My personal responsibility from the historical knowledge of the war between two countries to
which I belong is to be able to use history as an ideal instrument for development, not only Mexico
as a less developed country, nor completely for the United States called developed. This class
seems to me to be a tool for integrating knowledge to arm citizens with their own and necessary
skills for their personal development, but also for the collective development of the society of
which they are a part. We can use it as the mirror in which to look at ourselves, taking advantage
of the opportunity to reflect on ourselves to achieve greater and better social self-knowledge, with
the positive repercussions that could be obtained from it.
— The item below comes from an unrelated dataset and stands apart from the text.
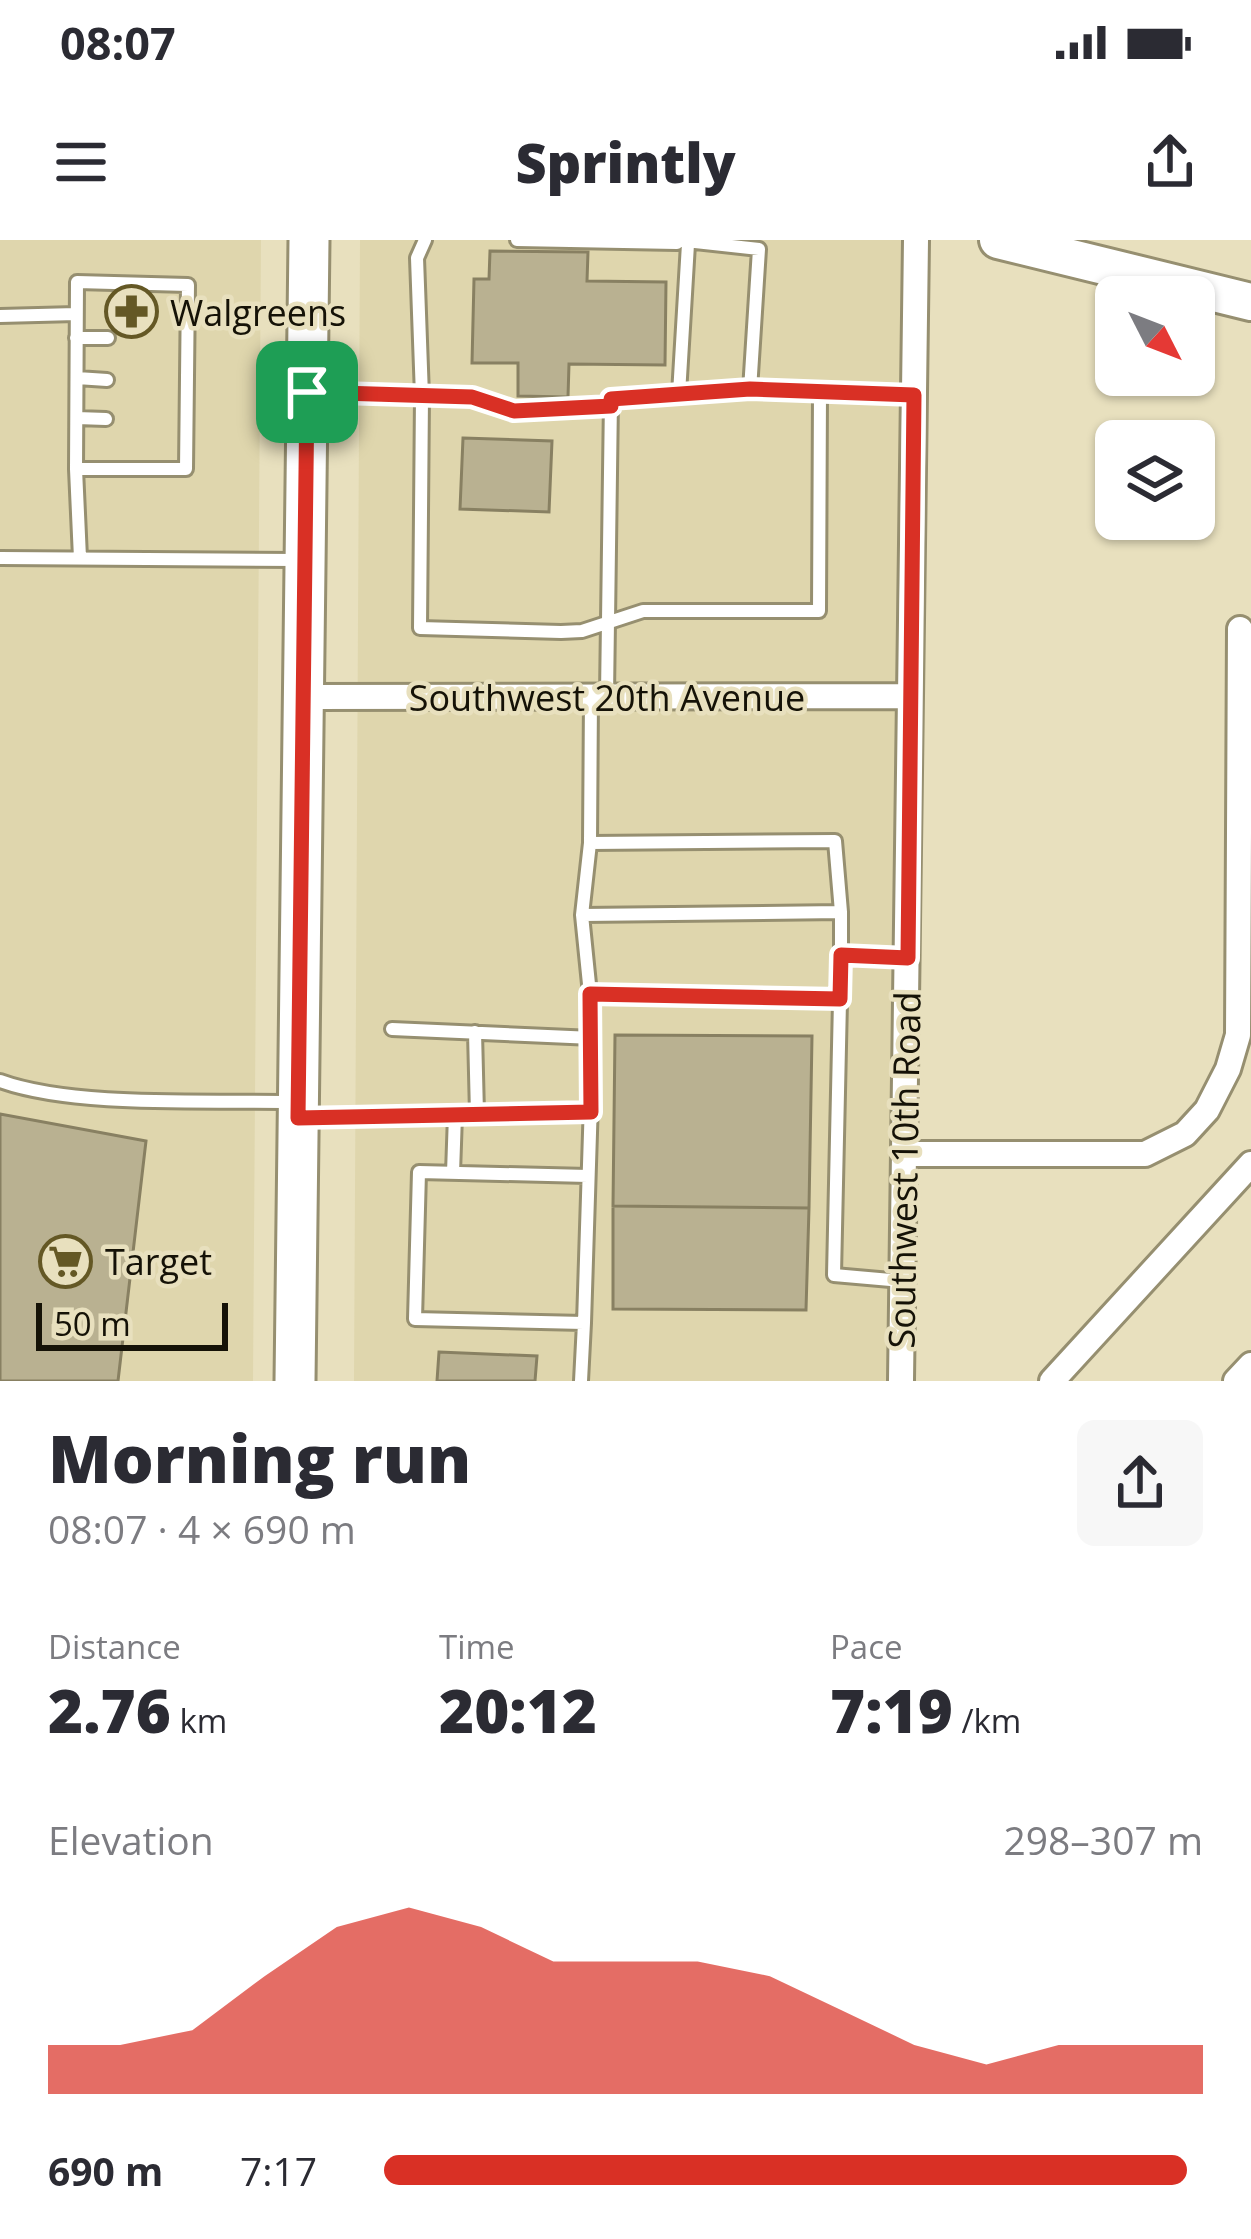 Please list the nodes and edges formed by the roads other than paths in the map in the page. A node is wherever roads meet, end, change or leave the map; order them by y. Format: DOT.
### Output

It was important for me to understand the origin of the conflict and the mechanisms that both
countries used to justify their Expansion or even indifference (many agricultural sectors of the
population refused to go to war because they were literally starving to death with their crops and
did not feel that They could earn something valuable enough to risk their people living on
destitution if they did not return.) The military strategies of Taylor, Scott and also the political
dichotomy and the electoral environment that derived from each decision made. I think I can now
understand that I can choose strategies to participate in society and that each decision I make will
have consequences that impact both people close to me or even groups of people I do not know
but who are part of the power interactions in which everyone we are part.
REFERENCES:

Google Map of The Mexican-American War of 1846–1848

Shi, 2017. America a narrative history. W.W. Norton Company Inc.

"Treaty of Peace, Friendship, Limits and Definitive Agreement between the United Mexican States
and the United States of America.". Archived from the original on April 9, 2020.